El mismo esquema argumental de aquéllas sirve como punto de partida para Héroes del aire (1957). Tres hombres se incorporan a la escuadrilla de cazas del comandante Gonzalo Rivas (Alfredo Mayo). El más descarado del grupo es Alfredo Soler (Julio Núñez), de cuya hermana (Lina Rosales) se enamora el heroico comandante. Pero este esquema argumental constituye sólo el primer flashback de un relato que adopta sucesivos esquemas genéricos -algo muy habitual en Torrado- para constituir un melodrama en toda regla construido en torno a dos historias de amor cuyo foco de atención se ve continuamente desplazado. A esta lógica del punto de vista alterno corresponden los otros dos flashbacks carentes de interés en lo relativo a la progresión dramática, suerte de piezas exentas con autonomía propia. Si el primero, focalizado en el comandante, corresponde a este esquema bélico, propicio a la aventura heroico-aeronáutica y a la diversión polifónico-cuartelera, el segundo, que se centra en Isabel, desarrolla la trama romántica del militar convaleciente y la mujer de pasado infeliz. El colofón melodramático será la reaparición del marido al que Isabel creía muerto (Tomás Blanco) quien la chantajea para desaparecer definitivamente de su vida. Ambas analepsis se encuadran en la investigación que se sigue en el presente contra Soler por haber estrellado su aparato y negarse a revelar a dónde voló con él. La tercera y última presenta el encuentro de Soler con Herminia (Maria Piazzai) una bella azafata y sus planes de boda. Ha sido precisamente durante el último vuelo transatlántico de ésta, que Isabel le ha pedido que vaya a pagar al chantajista y por lo que él no puede revelar la verdad al ahora coronel Rivas, su superior en el servicio de Búsqueda y Salvamento de Aviones. El último acto tiene lugar en el marco de este servicio, del que Soler ha sido relevado. No obstante, decidirá abordar en pleno vuelo el avión de pasajeros en el que viaja Herminia, al sufrir el piloto un desvanecimiento, haciéndose acreedor así a la redención de cara a sus superiores. Encuadrable plenamente este último dentro del cine de catástrofes, con un razonable trabajo de maquetas y fotografía en brillante Eastmancolor, Héroes del aire termina siendo una de las mejores películas de Ramón Torrado, en la que, a pesar del desgalichado armazón argumental, puede lucirse en todos los registros.

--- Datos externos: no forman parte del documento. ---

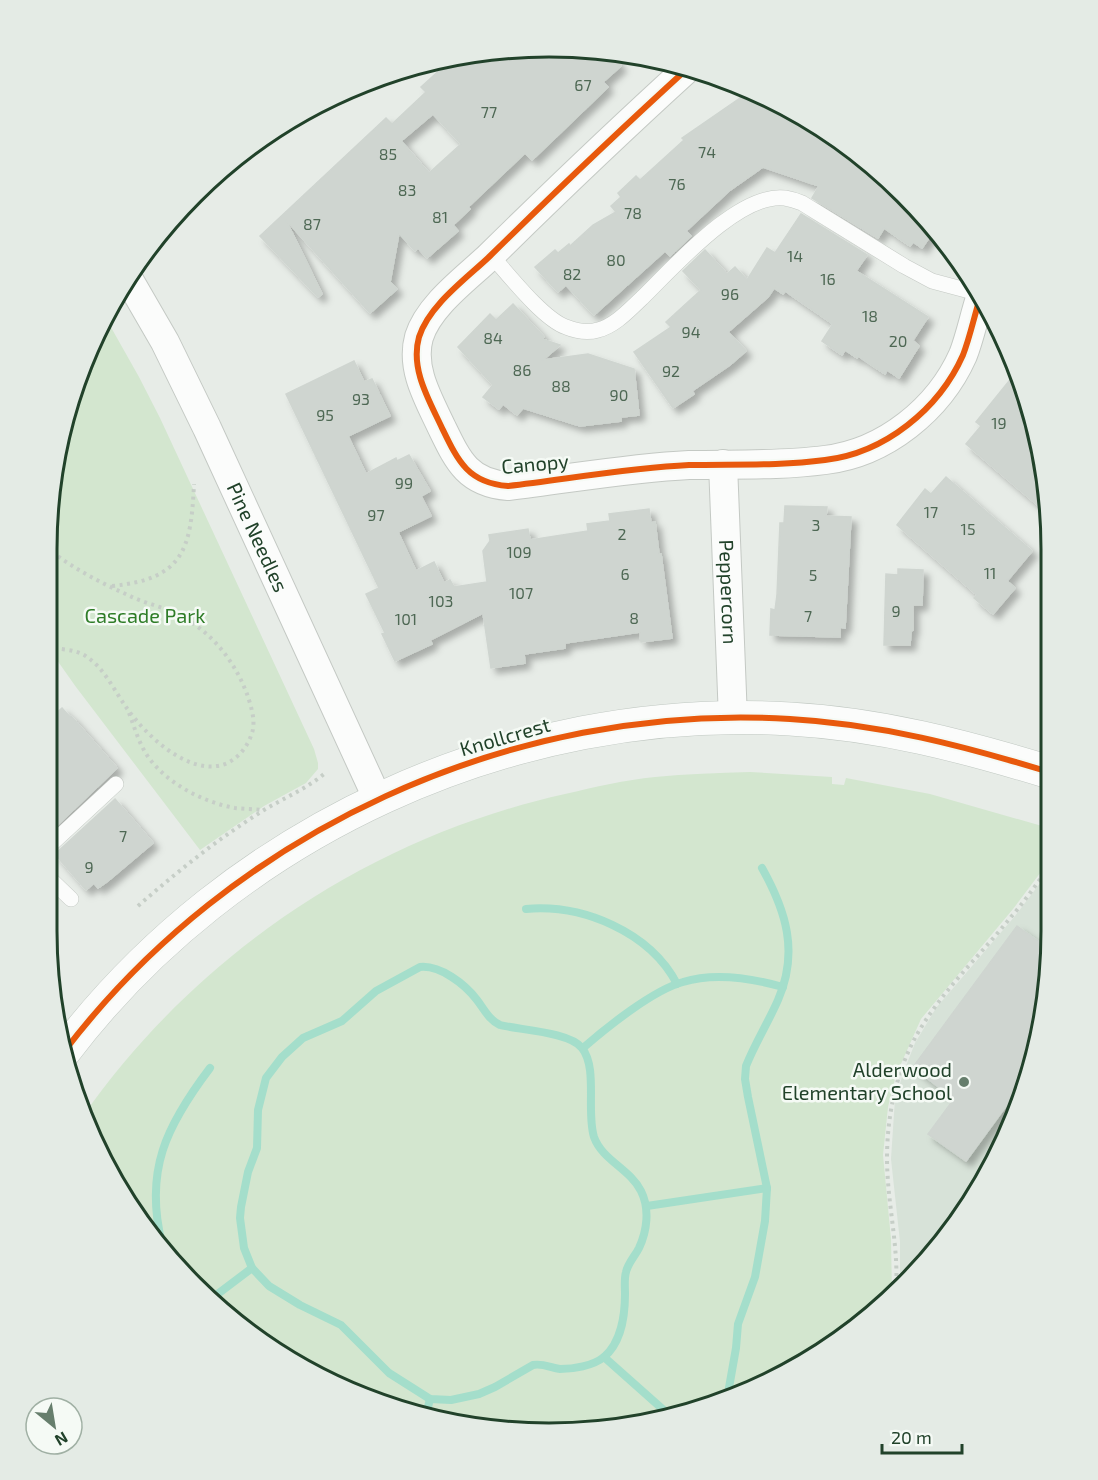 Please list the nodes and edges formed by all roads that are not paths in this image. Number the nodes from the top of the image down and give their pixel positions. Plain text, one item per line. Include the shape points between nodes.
1 (680, 75) edge
2 (491, 255) junction
3 (133, 287) edge
4 (967, 290) edge
5 (977, 307) edge
6 (723, 464) junction
7 (733, 719) junction
8 (1041, 769) edge
9 (117, 784) dead end
10 (378, 800) junction
11 (57, 839) edge
12 (57, 886) edge
13 (71, 899) dead end
14 (70, 1044) edge

1 - 2 street, Canopy
2 - 4 lane via 564,327 598,330 633,307 741,209 783,198 802,203 932,281
2 - 6 street, Canopy via 431,313 417,348 421,381 463,467 487,483 508,486 653,468
3 - 10 street, Pine Needles via 207,428
5 - 6 street, Canopy via 955,370 931,403 898,433 865,450 837,458
6 - 7 street, Peppercorn
7 - 8 street, Knollcrest via 813,721 910,734
7 - 10 street, Knollcrest via 637,725 541,742 441,773
9 - 11 lane
10 - 14 street, Knollcrest via 276,856 200,912 126,981
12 - 13 lane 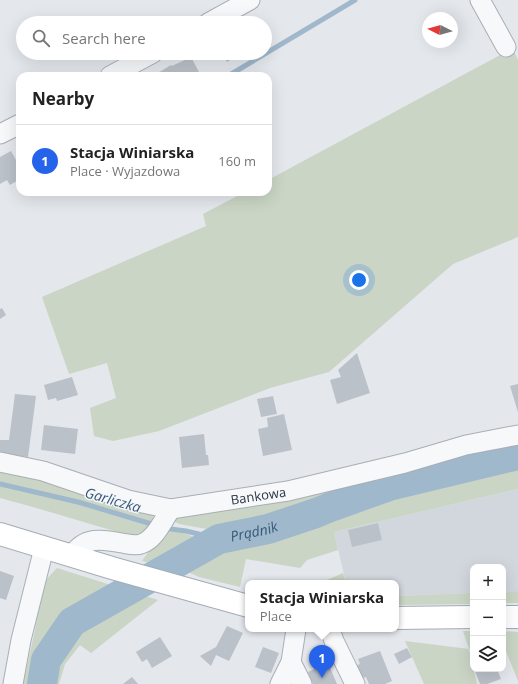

En Un paso al frente (1960) Torrado se atiene una vez más a un clásico esquema que ya devenido clásico y reúne a tres aspirantes a paracaidistas bisoños en la academia. Gabriel Linares (Julio Núñez) es un chico humilde dispuesto a salir adelante en la vida, Rafael Aguirre (Germán Cobos) el típico donjuán, y Miguel Ibarra (José Campos), el hijo de papá que se cree que el mundo es suyo y ha llegado allí por una apuesta. Bajo la paternal tutela del comandante Guzmán (Alfredo Mayo) y la severa vigilancia del sargento Canuto Bermúdez (Tomás Blanco), se desarrolla el periodo de formación que, como en otras películas del ciclo, se convierte en una especie de publirreportaje para que la juventud española se aliste al cuerpo. Vida saludable, sana camaradería y alguna gamberrada, que alternan con secuencias en las que el páter canta las excelencias arquitectónicas e históricas de Alcalá de Henares. Una vez pagado el peaje al estilo plateresco y al ejército español, se desarrollan una serie de aventuras sentimentales en los que juega el papel principal Milagros (Charito Maldonado), la chica del estanco de la plaza. De este modo, Torrado tiene ocasión de mostrar su aseo a la hora de hilvanar secuencias sin que el cambio de registro continuo parezca importarle demasiado. A algunas escenas resueltas con cierta habilidad les suceden otras cuya comicidad forzada no termina de rendir los dividendos pretendidos, como por ejemplo el larguísimo gag del puro explosivo, cuya resolución nos escamotea. La operación de salvamento durante el desbordamiento del río en el pueblo de Gabriel proporciona el clímax. Cuando el comandante (José Nieto) pide voluntarios para tan arriesgada misión, toda la compañía de “un paso al frente”. La reconfiguración del ejército español a dos décadas de la finalización de la Guerra Civil exige la misma eficacia en la guerra que en la paz y el proceso de maduración de los tres jóvenes no exige ya, como en Botón de ancla, el sacrificio de uno de ellos. España puede mirar al futuro con optimismo.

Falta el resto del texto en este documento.